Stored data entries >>
---+---
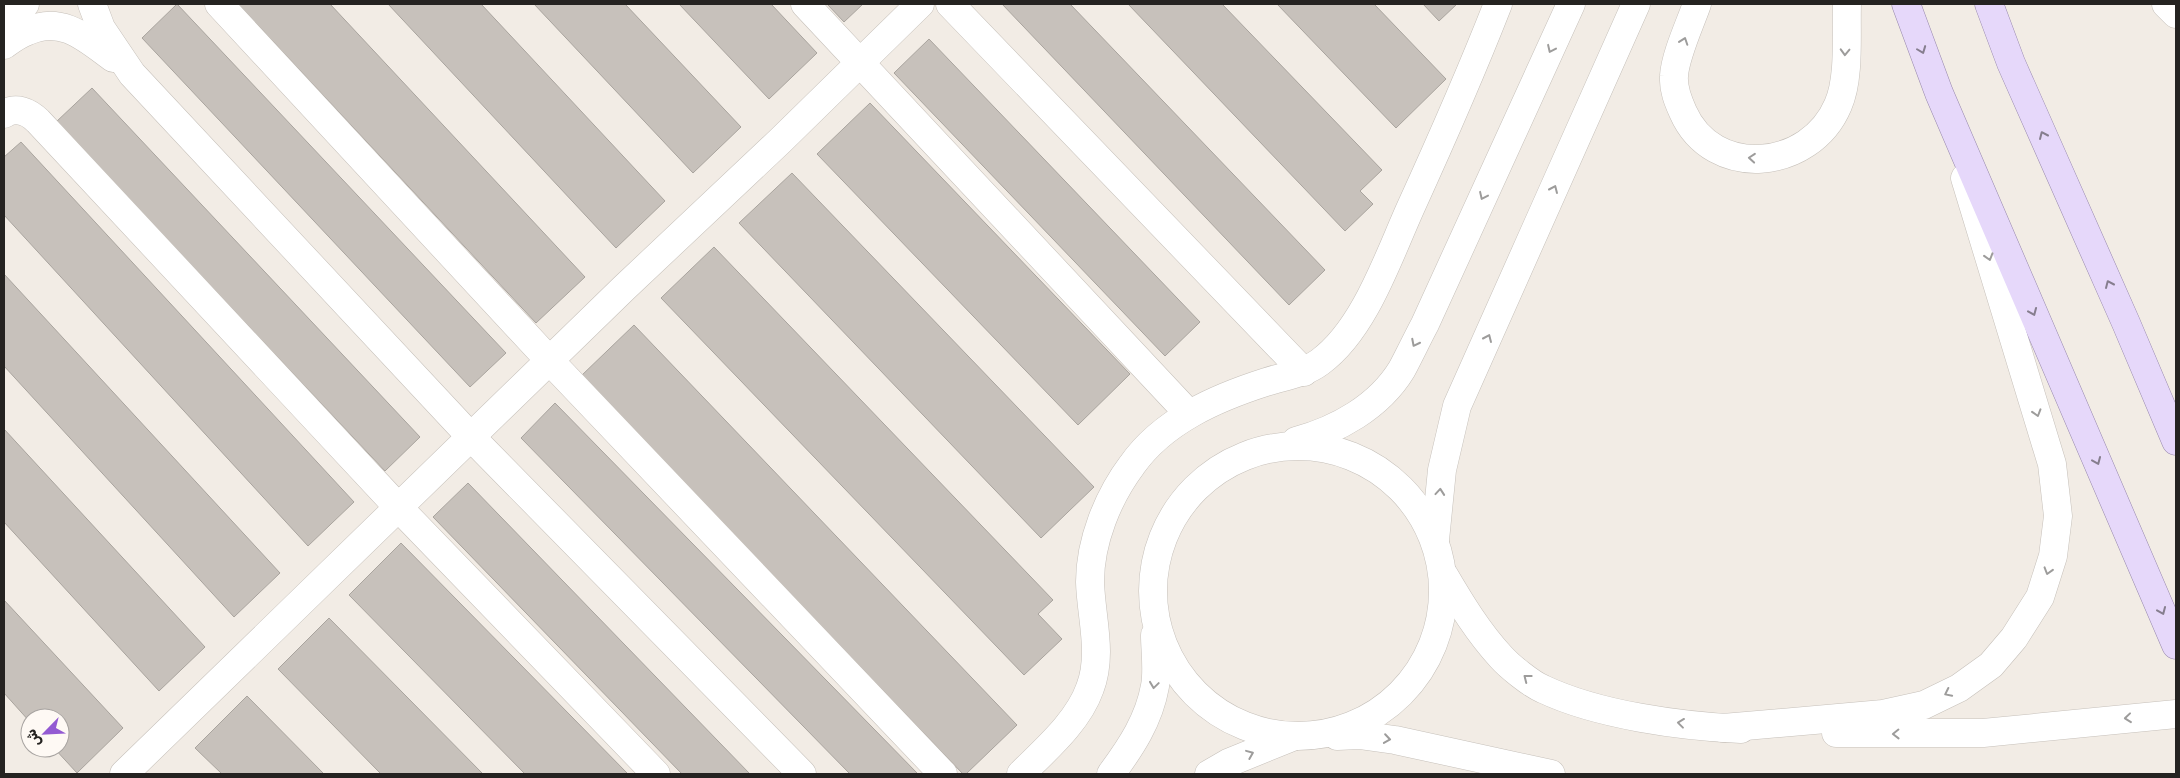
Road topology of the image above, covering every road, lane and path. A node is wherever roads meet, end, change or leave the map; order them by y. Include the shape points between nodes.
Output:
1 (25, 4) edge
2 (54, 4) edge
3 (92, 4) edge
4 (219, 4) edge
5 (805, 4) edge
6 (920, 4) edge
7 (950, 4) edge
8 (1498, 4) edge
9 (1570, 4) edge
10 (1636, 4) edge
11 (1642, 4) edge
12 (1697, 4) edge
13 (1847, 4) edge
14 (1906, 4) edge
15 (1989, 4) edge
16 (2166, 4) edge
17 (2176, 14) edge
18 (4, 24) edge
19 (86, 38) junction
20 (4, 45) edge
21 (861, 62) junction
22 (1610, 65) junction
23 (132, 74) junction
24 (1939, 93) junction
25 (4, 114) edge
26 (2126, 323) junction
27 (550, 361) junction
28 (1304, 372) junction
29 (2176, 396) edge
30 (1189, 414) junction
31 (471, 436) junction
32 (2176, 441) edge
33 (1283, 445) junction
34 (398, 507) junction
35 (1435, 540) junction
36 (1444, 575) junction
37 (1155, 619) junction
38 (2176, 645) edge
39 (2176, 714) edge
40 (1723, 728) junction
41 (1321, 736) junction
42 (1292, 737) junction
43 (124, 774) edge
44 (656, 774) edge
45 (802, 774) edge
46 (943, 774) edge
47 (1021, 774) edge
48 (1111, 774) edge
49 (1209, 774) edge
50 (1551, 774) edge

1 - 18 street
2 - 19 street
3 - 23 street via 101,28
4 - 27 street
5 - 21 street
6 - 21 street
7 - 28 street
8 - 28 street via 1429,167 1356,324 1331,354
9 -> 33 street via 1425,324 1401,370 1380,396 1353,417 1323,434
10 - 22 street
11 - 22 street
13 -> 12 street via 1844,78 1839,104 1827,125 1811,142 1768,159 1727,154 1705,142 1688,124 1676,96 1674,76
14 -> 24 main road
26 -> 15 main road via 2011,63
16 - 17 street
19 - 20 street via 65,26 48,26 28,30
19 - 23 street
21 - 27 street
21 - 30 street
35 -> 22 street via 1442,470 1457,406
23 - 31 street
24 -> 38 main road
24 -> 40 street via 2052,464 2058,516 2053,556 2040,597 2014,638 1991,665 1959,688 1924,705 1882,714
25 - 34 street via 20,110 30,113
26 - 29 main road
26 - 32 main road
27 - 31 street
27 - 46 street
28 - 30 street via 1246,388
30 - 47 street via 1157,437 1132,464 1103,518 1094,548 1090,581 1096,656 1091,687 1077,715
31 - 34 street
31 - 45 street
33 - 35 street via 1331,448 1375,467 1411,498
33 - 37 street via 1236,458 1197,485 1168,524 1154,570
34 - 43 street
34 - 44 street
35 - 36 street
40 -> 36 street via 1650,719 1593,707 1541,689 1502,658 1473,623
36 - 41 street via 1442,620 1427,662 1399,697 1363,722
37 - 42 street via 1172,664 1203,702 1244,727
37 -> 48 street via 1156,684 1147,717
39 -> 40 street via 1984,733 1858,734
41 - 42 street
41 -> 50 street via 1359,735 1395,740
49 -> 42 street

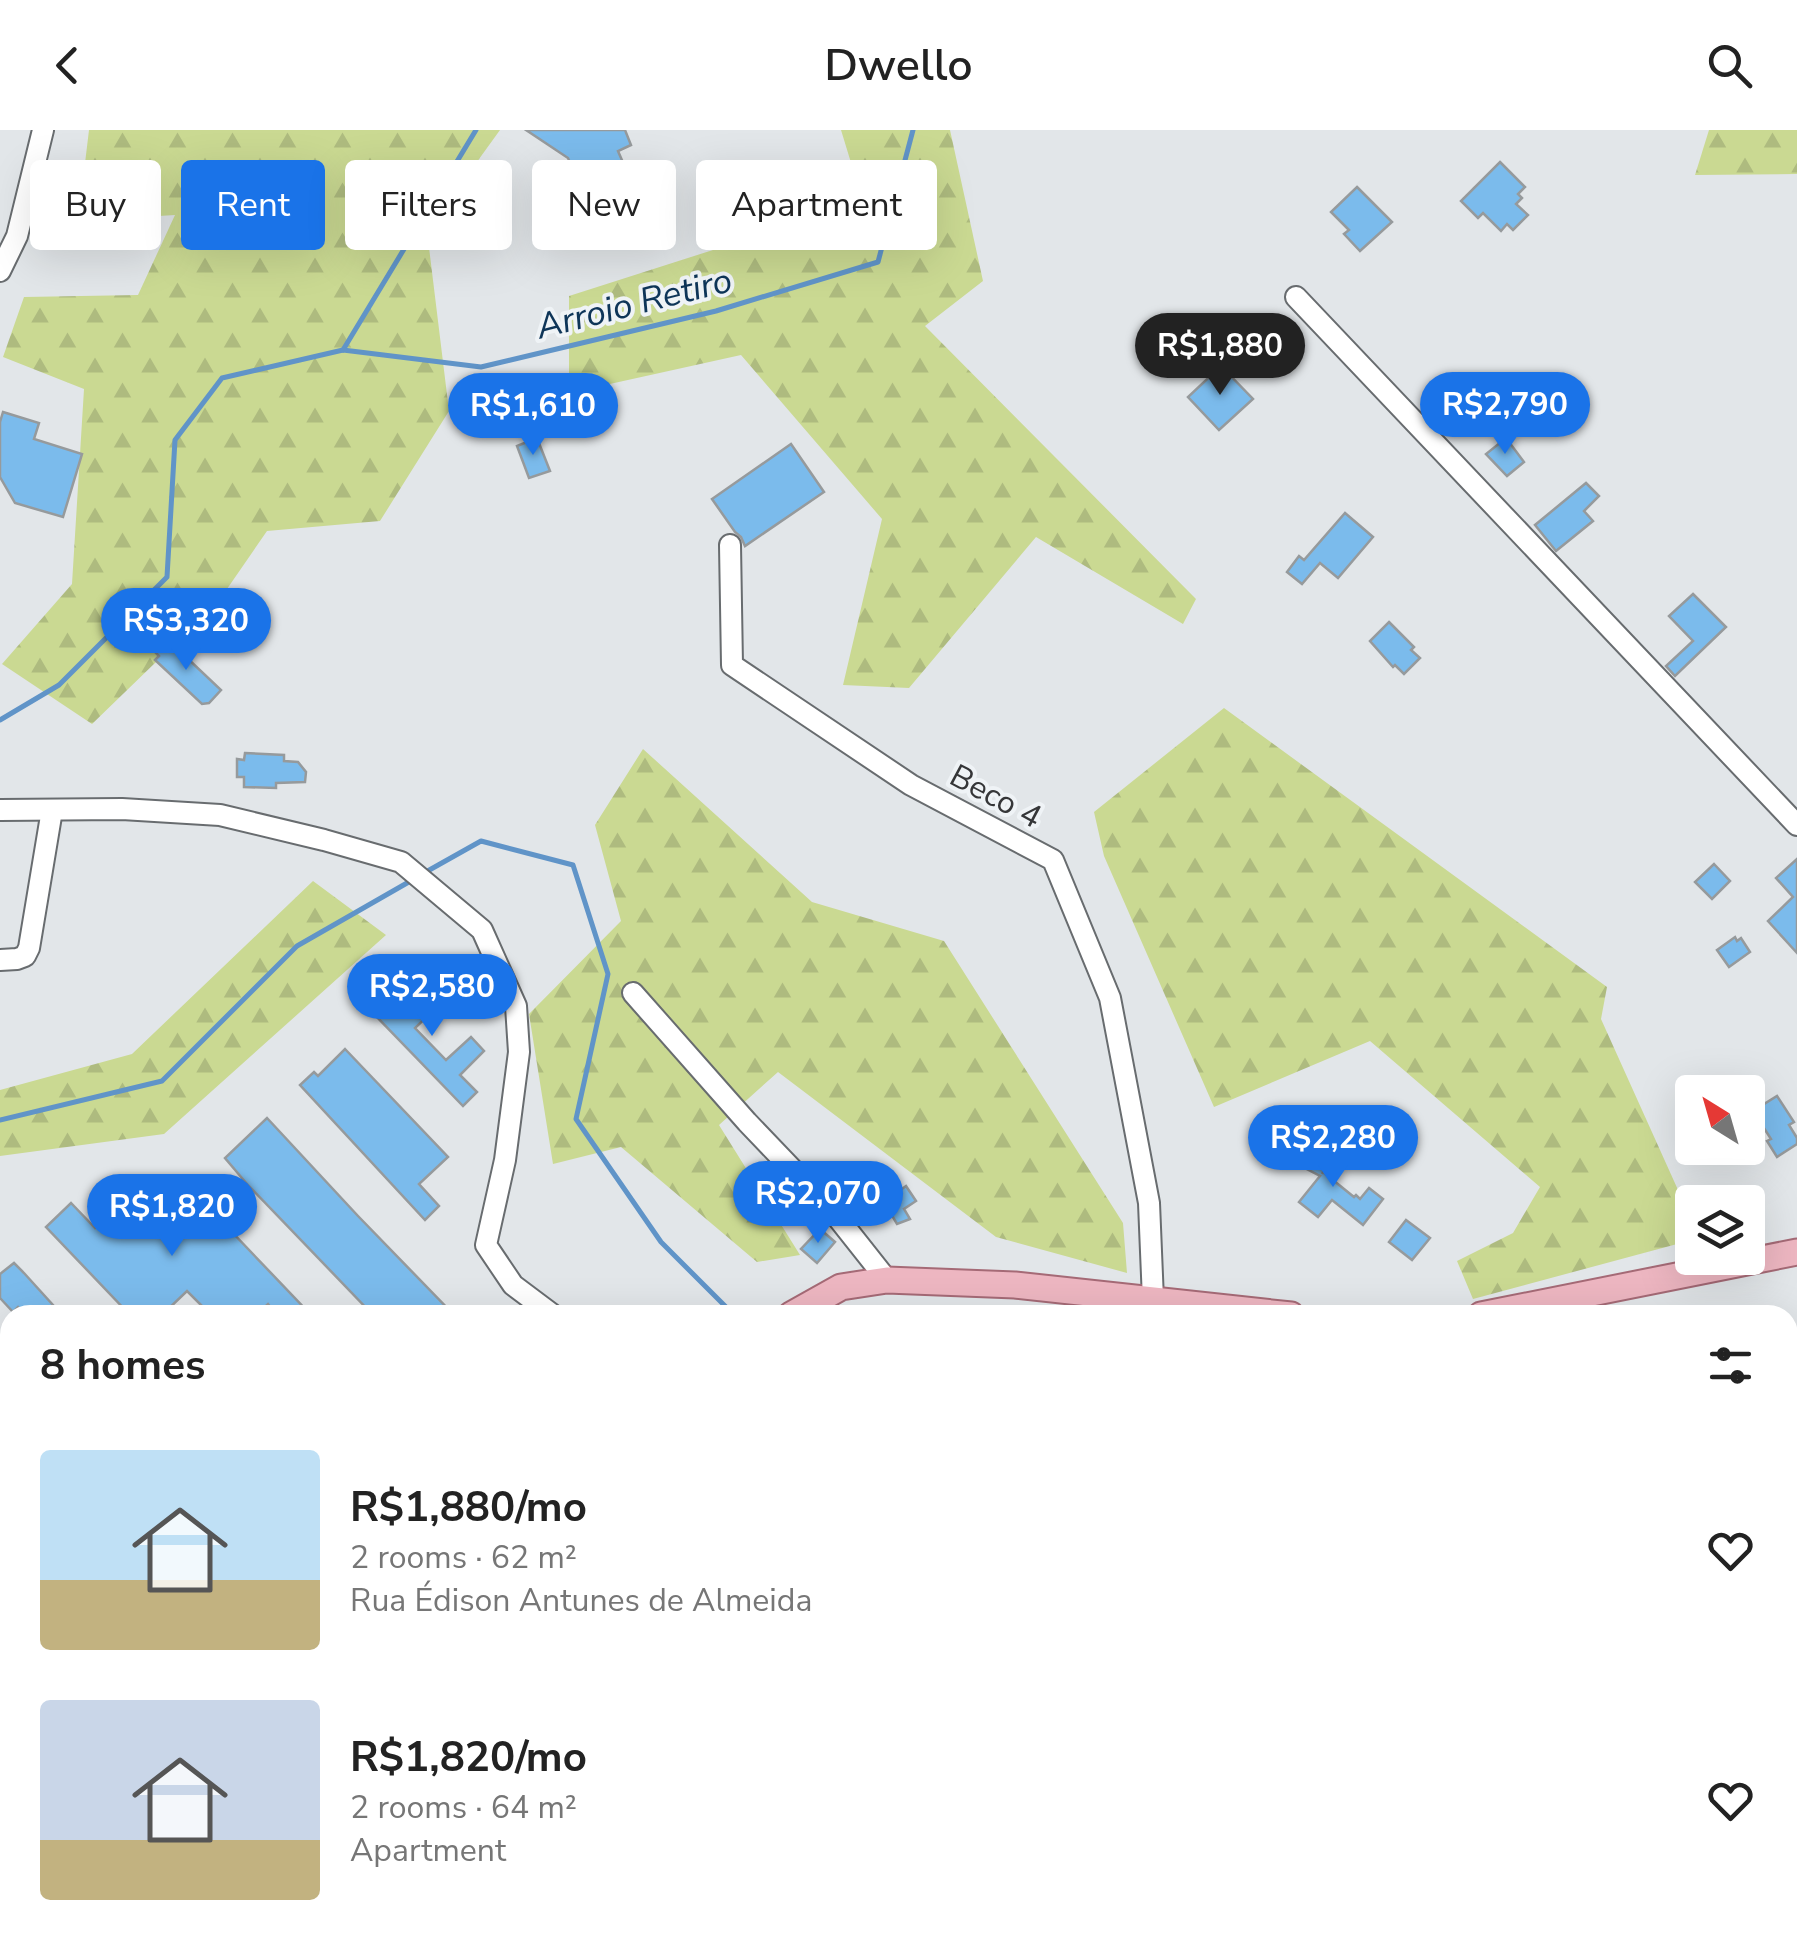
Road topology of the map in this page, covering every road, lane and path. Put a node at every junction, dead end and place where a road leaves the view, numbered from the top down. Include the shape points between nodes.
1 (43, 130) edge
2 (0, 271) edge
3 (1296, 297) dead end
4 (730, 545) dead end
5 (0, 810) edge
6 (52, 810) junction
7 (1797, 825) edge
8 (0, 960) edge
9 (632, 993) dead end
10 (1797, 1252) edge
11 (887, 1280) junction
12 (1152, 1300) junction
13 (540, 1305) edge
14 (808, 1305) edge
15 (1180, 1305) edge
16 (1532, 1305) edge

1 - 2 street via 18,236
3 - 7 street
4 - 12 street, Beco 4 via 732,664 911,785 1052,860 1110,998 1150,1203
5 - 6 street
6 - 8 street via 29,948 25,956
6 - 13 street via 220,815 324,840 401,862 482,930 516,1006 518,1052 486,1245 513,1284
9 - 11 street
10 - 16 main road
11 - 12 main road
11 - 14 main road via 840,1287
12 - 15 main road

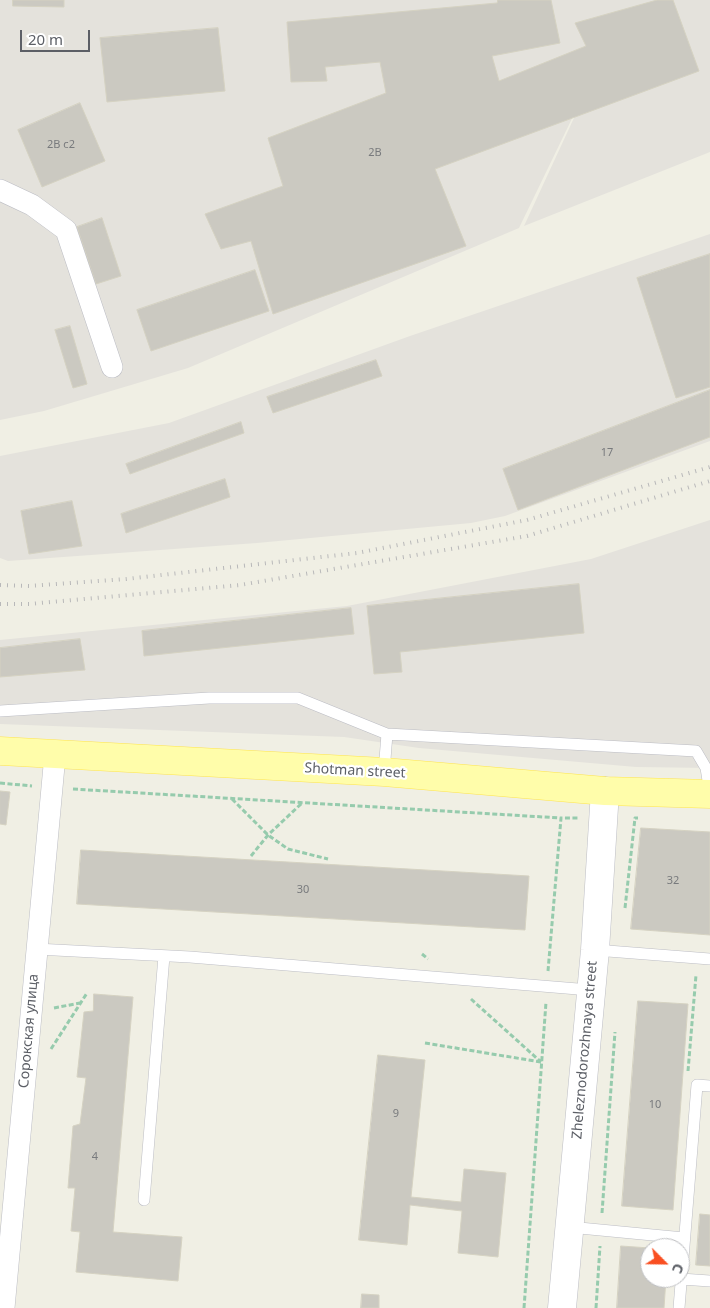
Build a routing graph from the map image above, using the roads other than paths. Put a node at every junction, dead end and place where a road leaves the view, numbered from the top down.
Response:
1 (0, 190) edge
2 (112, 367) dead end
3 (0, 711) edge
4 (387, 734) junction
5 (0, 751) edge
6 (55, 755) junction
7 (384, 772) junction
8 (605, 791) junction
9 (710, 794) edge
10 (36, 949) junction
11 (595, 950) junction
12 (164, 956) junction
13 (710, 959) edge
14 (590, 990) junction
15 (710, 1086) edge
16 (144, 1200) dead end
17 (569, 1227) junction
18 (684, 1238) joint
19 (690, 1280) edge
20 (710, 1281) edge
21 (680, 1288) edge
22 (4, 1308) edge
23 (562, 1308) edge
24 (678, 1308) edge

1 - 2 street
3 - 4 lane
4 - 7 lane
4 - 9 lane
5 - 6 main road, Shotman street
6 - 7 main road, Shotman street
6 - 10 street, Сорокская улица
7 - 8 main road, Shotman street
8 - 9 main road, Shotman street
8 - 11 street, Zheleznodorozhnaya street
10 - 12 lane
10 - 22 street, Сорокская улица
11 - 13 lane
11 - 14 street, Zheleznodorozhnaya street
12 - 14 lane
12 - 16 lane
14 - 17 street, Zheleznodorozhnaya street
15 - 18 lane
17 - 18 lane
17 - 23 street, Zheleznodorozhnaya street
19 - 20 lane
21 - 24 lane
---+---
What needs to be done >> Go line by line through the data, copying each one that contains the word "topology".

Solution to this exercise >>
Road topology of the image above, covering every road, lane and path. A node is wherever roads meet, end, change or leave the map; order them by y. Include the shape points between nodes.
Road topology of the map in this page, covering every road, lane and path. Put a node at every junction, dead end and place where a road leaves the view, numbered from the top down. Include the shape points between nodes.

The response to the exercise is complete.